Phylogenetic analysis and recombination analysis

To detect the genetic structures of microsatellite loci, Bayesian clustering was used in Structure 2.1 [75]. Because of the subtle population structure, correlated allele frequencies between populations and the admixture model were chosen [76]. The clusters (K) tested range was set from 1 to 10, and 10 independent runs were executed for each analysis. The Markov Chain Monte Carlo (MCMC) iterations lengths and burn-ins were set at 5,000,000 and 200,000, respectively. For most situations, ΔK had a mode at true K; thus, true K was selected using the ΔK statistic, which was calculated according to the rate of the log probability change of the data between successive K values [77].

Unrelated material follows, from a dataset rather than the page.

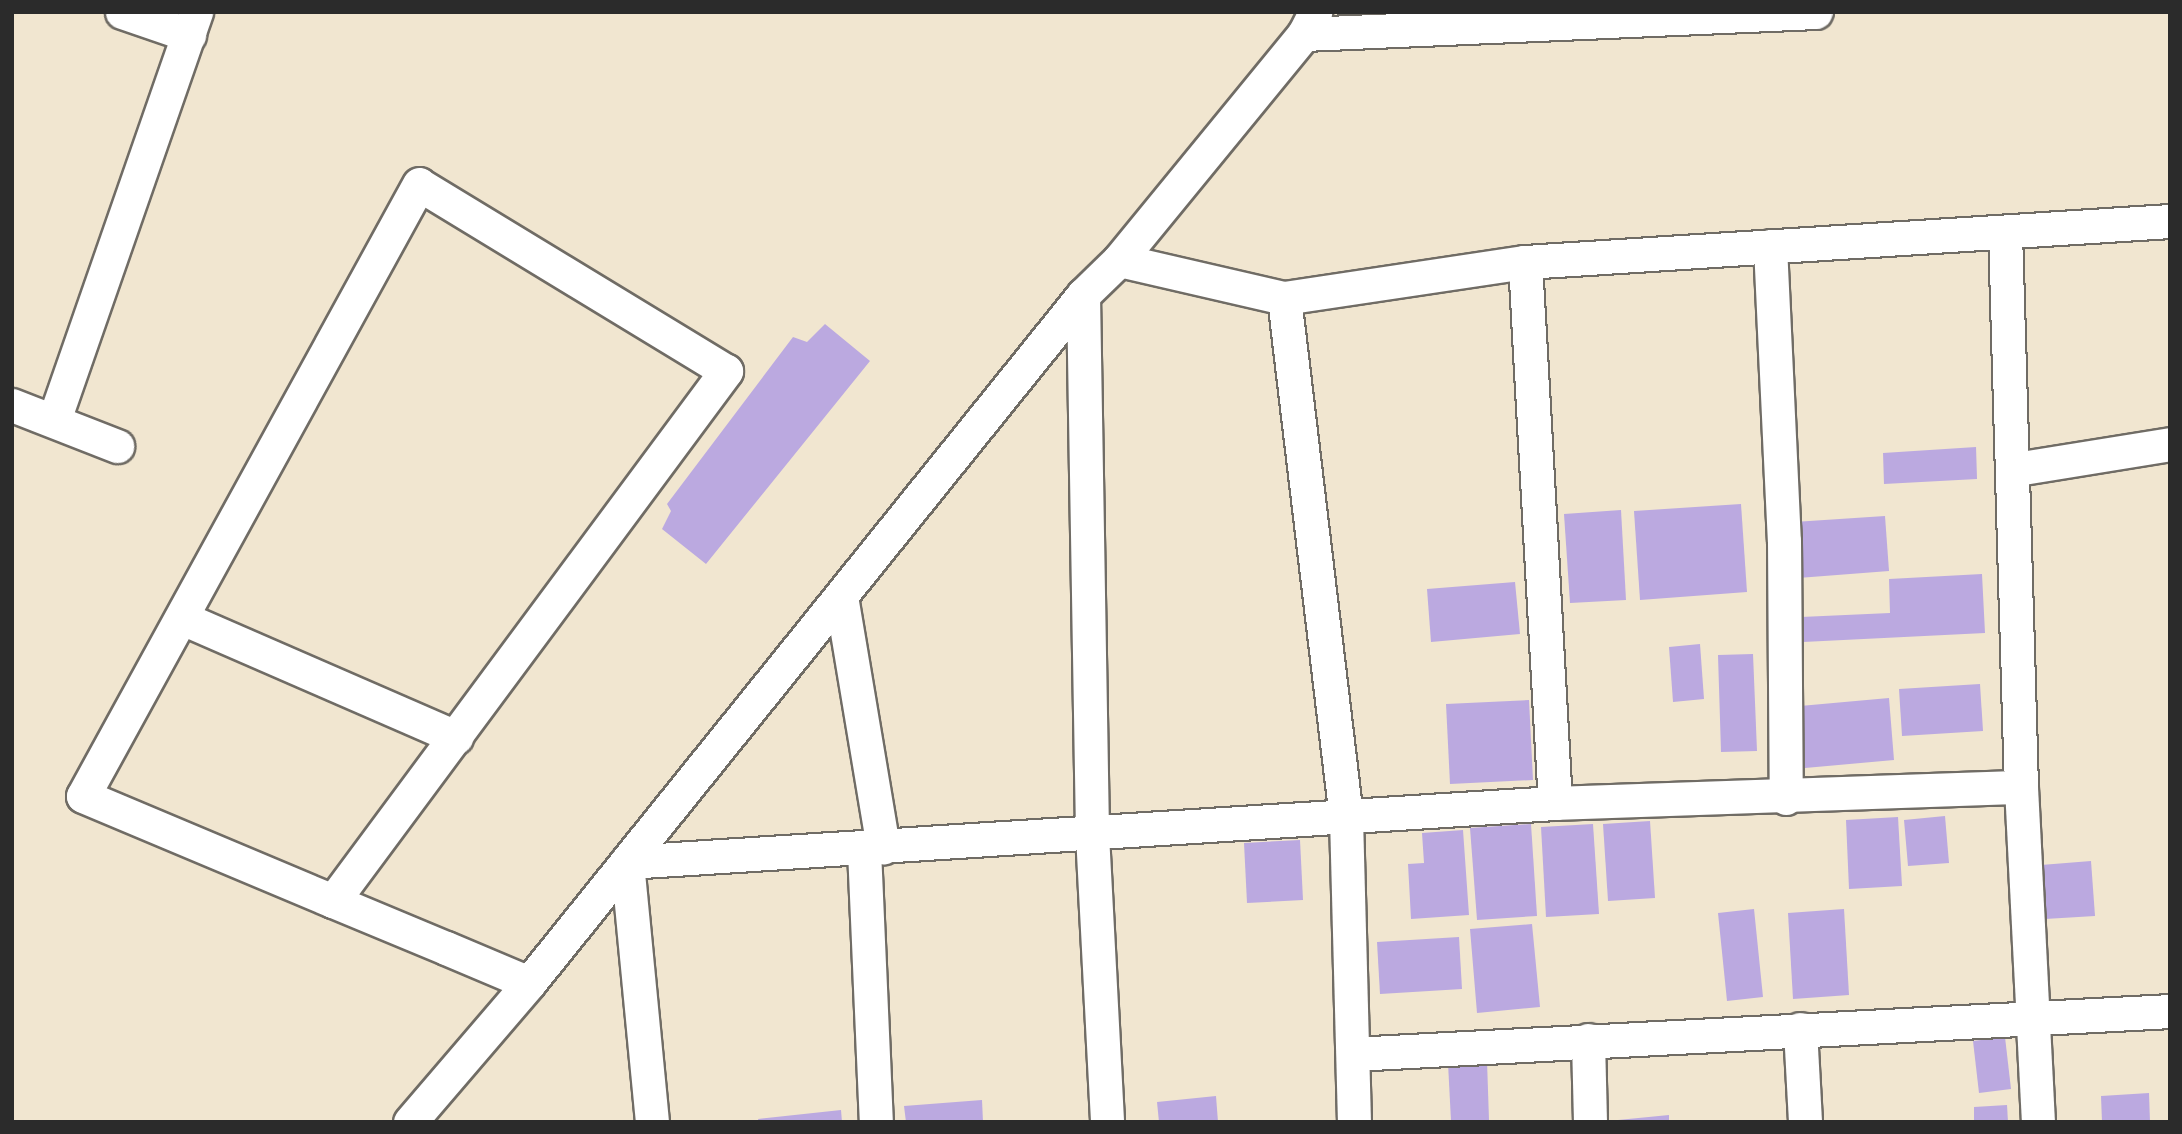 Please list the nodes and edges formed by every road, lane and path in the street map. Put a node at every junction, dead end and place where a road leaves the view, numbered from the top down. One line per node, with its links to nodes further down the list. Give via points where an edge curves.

The relationship of the MHC allele phylogenesis was constructed using a maximum likelihood method in PhyML 3.0 [78]. Before phylogenetic analysis, the most appropriate evolution models of sequence were estimated based on Akaike Information Criterion (AIC) in Modeltest 3.7 [79]. The K80 + G model was suggested to be the optimum model for MHC sequences with the gamma shape parameter α = 0.6532. The reliability of the obtained tree topology structure was carried out with 1,000 bootstrap replications. In addition, intraspecific phylogenetic structures were inferred using median-joining networks in Network 4.600 [80]. To estimate the rate of population recombination ρ (ρ = 4Ner), the composite-likelihood method [81] in LDhat [82] was used. The ρ is calculated using the crossing over for an effective population size (Ne) and rate per generation (r), and is estimated without prior information [82]. Even for the sequences that evolved under balancing selection in the existence of recombination events, the LDhat still works efficiently [83].

Detecting historical selection

Two methods were used to detect historical selection. First, we calculated the rates of non-synonymous and synonymous substitutions at all amino acid sites, ABS sites, and non-ABS in Mega 4 by the Nei-Gojobori method with the Jukes-Cantor correction [84] and 1,000 bootstrap replicates to obtain standard errors. The putative ABS and non-ABS locations were derived according to the structure of human MHC II [85]. Compare with the method that used HLA-DR1 [86] structure to derive ABS sites, Reche and Reinherz’s research provided a better way to avoid the emergence of uncertain gaps while blasting DQ1 genes with DR1 genes, and was also adopted by other studies [87, 88]. Historical selection evidence was obtained with Codeml in the Paml 4 package [89]. This procedure examined heterogeneity in ω (ω = dN/dS) [90] among codons based on the maximum likelihood method, with positive selection indicated by ω = dN/dS > 1. Six models (M0, M2a, M3, M7, M8) allowing for different selection intensity among sites were tested [91, 92]. The sites revealed to be under selection were compared with ABS sites.

Detecting recent selection

The FST outlier analysis [22] was used to examine whether MHC genes had significantly different population differentiation measures compared with microsatellite loci. Loci outside the confidence intervals of neutral FST values were likely under selection. The FST was estimated for DQA1, DQB1, and 16 microsatellite loci using Lositan [22, 93]. Simulations involving 100 demes were sampled, and HE and FST were printed for each of the 100,000 simulations. The infinite allele model was used in simulations that were performed using Fdist2. The aforementioned FST outlier analysis was also carried out on each population respectively. For each population, simulation parameters were similar using the same parameter set.